Социализм, в представлении Уайлда, осуществится не через действия масс. Массы слишком отупели от каторжной работы, чтобы суметь самостоятельно раскрепостить себя. Они «чрезвычайно тупы» в своём почитании власти. По правде, они «не сознают по-настоящему» своего собственного страдания. «Им нужно, чтобы им об этом сказали другие» — «агитаторы»: «совершенно необходимый класс людей», без которых «не будет никакого движения к цивилизации». «Агитаторы» — это политический эквивалент художников: возмутителей спокойствия, врагов приспособленчества, бунтарей против обычая. С художниками их объединяет ненависть к власти, презрение к традиции и отказ от поисков благосклонности широких масс.

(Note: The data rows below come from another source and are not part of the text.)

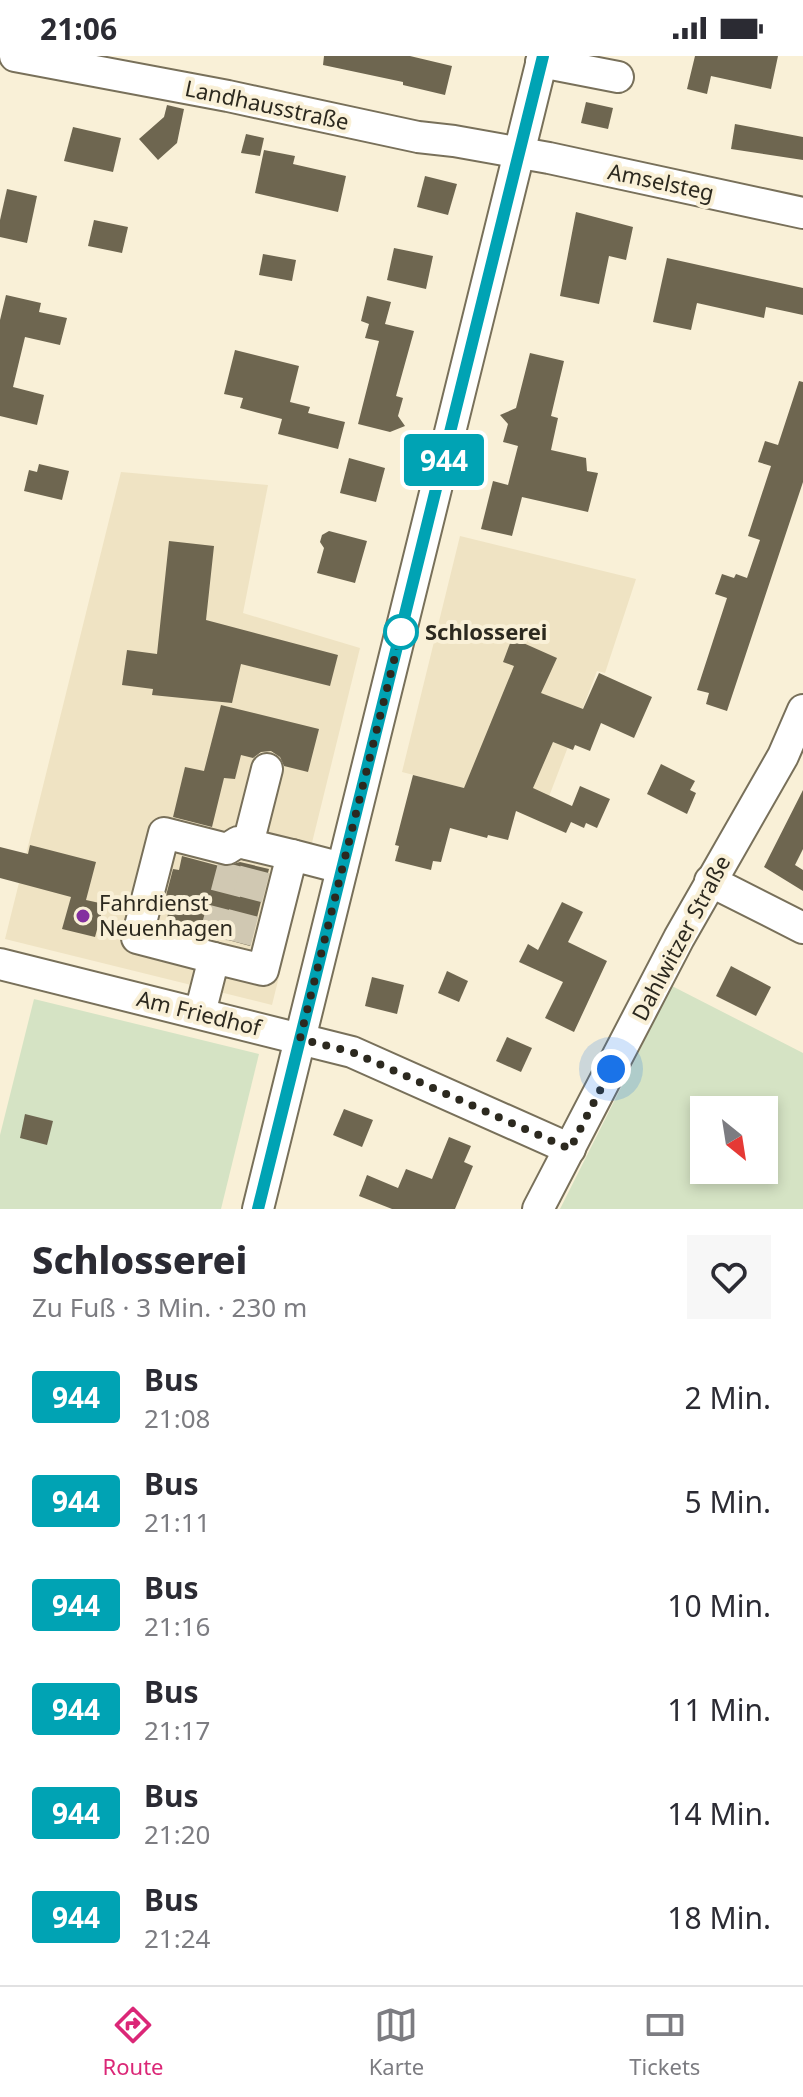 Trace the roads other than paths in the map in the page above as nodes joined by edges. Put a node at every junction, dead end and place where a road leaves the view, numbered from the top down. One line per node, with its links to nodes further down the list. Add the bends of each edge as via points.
1 (15, 56): 4 (street, Landhausstraße)
2 (542, 59): 3 (street); 4 (street)
3 (618, 77)
4 (519, 153): 5 (street, Amselsteg); 12 (street)
5 (803, 213)
6 (803, 710): 13 (street, Dahlwitzer Straße, via 783,756)
7 (267, 769): 9 (street)
8 (177, 836): 9 (street); 11 (street); 16 (street, via 164,833 137,938)
9 (247, 852): 10 (street)
10 (292, 855): 12 (street); 17 (street, via 263,970)
11 (169, 868)
12 (342, 868): 20 (street)
13 (710, 881): 15 (street); 21 (street, Dahlwitzer Straße)
14 (160, 906): 16 (street)
15 (803, 928)
16 (151, 942): 17 (street)
17 (221, 951): 19 (street)
18 (0, 964): 19 (street, Am Friedhof)
19 (200, 1013): 20 (street, Am Friedhof)
20 (300, 1039): 21 (street, Am Friedhof, via 352,1052); 22 (street)
21 (570, 1149): 23 (street, Dahlwitzer Straße)
22 (258, 1209)
23 (538, 1209)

Агитаторы и художники, желающие быть угодными только самим себе, — это высшее воплощение индивидуализма. Они «не замечают публики вовсе», как и не обращают ни малейшего внимания и на «те набившие оскомину ханжеские речи о необходимости делания того, чего хотят другие, потому что они этого хотят; или на столь же отвратительные лицемерные призывы к самопожертвованию». Артисты отвечают за свои поступки только перед самими собой, и их эгоизм, как на это можно посмотреть с точки зрения общепринятой морали, это непременное условие любой истинной победы воображения. Все великие исторические вожди, по мнению Уайлда, имели артистический темперамент. Сам Иисус Христос был артистом, несущим миру художественное откровение. «Он сказал человеку: у тебя удивительная личность. Развивай её. Будь собой».

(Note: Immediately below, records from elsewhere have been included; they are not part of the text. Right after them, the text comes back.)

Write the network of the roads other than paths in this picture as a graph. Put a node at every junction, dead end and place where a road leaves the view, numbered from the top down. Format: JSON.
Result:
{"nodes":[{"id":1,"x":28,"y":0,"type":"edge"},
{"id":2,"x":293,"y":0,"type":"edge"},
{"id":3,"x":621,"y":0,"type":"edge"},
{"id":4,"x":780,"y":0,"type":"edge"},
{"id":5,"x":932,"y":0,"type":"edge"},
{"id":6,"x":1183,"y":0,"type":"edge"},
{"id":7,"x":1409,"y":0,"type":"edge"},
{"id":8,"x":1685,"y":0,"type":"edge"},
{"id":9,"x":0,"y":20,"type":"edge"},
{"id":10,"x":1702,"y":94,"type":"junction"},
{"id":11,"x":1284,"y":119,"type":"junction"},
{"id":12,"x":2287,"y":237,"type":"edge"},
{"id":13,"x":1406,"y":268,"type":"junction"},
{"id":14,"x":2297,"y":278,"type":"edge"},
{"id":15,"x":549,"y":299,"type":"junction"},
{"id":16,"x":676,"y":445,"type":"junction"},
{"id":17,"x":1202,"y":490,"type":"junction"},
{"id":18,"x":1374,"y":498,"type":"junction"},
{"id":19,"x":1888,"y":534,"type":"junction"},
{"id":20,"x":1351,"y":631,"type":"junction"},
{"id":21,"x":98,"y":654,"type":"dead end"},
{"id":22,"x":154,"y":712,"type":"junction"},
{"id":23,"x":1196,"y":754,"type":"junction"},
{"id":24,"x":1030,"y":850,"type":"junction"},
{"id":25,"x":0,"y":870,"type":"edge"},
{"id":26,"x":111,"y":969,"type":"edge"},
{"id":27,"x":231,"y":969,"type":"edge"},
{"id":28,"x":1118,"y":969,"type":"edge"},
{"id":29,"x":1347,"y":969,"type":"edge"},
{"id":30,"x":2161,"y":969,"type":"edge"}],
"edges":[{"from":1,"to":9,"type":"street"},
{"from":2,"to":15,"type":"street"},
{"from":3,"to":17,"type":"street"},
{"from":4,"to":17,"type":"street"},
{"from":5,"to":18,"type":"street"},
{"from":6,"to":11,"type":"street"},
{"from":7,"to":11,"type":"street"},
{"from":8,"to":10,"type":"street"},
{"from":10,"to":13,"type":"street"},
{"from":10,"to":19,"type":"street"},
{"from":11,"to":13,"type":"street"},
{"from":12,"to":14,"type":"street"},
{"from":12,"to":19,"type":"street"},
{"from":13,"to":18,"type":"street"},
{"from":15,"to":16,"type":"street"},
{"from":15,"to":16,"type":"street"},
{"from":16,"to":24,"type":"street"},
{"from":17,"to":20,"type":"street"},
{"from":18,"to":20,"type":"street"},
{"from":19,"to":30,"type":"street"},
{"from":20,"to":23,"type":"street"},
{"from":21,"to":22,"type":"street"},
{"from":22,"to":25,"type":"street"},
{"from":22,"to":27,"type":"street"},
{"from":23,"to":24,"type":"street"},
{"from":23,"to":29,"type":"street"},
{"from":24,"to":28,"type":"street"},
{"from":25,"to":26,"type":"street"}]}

В своём De profundis, пространном послании лорду Альфреду Дугласу, написанном шесть лет спустя из бездны его заточения в Редингтонской тюрьме, Уайлд расширил это толкование Христа «как предтечи романтического направления в жизни», «великого из индивидуалистов». «Создав себя» из «своего собственного воображения», Иисус из Назарета проповедовал силу воображения как «основу всей духовной и материальной жизни», по словам Уайлда. Он проповедовал сочувственное воображение, не альтруизм, но его собственные силы сочувственного отождествления сделали его «глашатаем» «целого мира бессловесного, безгласного мира боли». Его жизнь, как она записана в Евангелиях, была «просто как произведение искусства». Он был «из стана поэтов», и «его главная война была против филистеров» — «война, которую каждому сыну света приходится вести». Даже пребывая в бездне своего собственного публичного унижения и уныния, Уайлд не видел повода смягчать то, что он писал в Человеческой душе при социализме: «Тот, кто хотел бы уподобиться своей жизнью Христу, должен целиком и полностью быть собой». Как он выразил это в более раннем тексте, «весть Христа человеку это просто «Будь собой». Вот весть Христа».

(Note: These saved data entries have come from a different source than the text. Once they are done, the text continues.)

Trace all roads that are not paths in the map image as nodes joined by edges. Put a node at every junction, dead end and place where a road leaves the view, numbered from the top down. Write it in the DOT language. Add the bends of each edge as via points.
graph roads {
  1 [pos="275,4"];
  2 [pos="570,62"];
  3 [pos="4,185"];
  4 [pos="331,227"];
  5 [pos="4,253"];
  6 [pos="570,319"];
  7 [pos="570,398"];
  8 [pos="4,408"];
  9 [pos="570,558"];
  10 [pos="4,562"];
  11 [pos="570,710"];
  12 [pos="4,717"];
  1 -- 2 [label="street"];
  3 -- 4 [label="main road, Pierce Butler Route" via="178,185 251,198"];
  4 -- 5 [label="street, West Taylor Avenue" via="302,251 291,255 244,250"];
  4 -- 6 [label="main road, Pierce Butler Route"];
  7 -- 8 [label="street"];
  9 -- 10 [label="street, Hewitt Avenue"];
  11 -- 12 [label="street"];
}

Весть такого рода, исходила она или нет от Христа и была она или нет выражена в чисто светских оборотах или в псевдодуховных оборотах из De profundis, привлекала интеллектуалов, ищущих замены для религиозных взглядов, которые к той поре повсеместно рассматривались как оскорбляющие современный ум. Вместо самоотречения и самодисциплины она предлагала соблазнительный образ самости, не стесненной никакими гражданскими, родственными или религиозными обязательствами. Она утверждала художников и интеллектуалов в их чувстве превосходства над вульгарной толпой. Она санкционировала их восстание против условностей, против серьёзности буржуа, против тупости и уродства. Приравнивая социальную справедливость к артистической свободе, религия искусства делала социализм приемлемым для интеллектуалов, которых иначе отталкивал бы его материализм.

Привлекательности для интеллектуалов социалистического движения в пору его расцвета невозможно дать достаточного объяснения, если не принимать во внимание то, как оно пересекалось с богемной критикой буржуазности. Социалистов и эстетов объединял общий враг, буржуа-филистер, и неослабное противостояние буржуазной культуре было куда более продолжительным в его действиях — на Западе, по крайней мере, а теперь, возможно, и на Востоке, — чем наступление на капитализм.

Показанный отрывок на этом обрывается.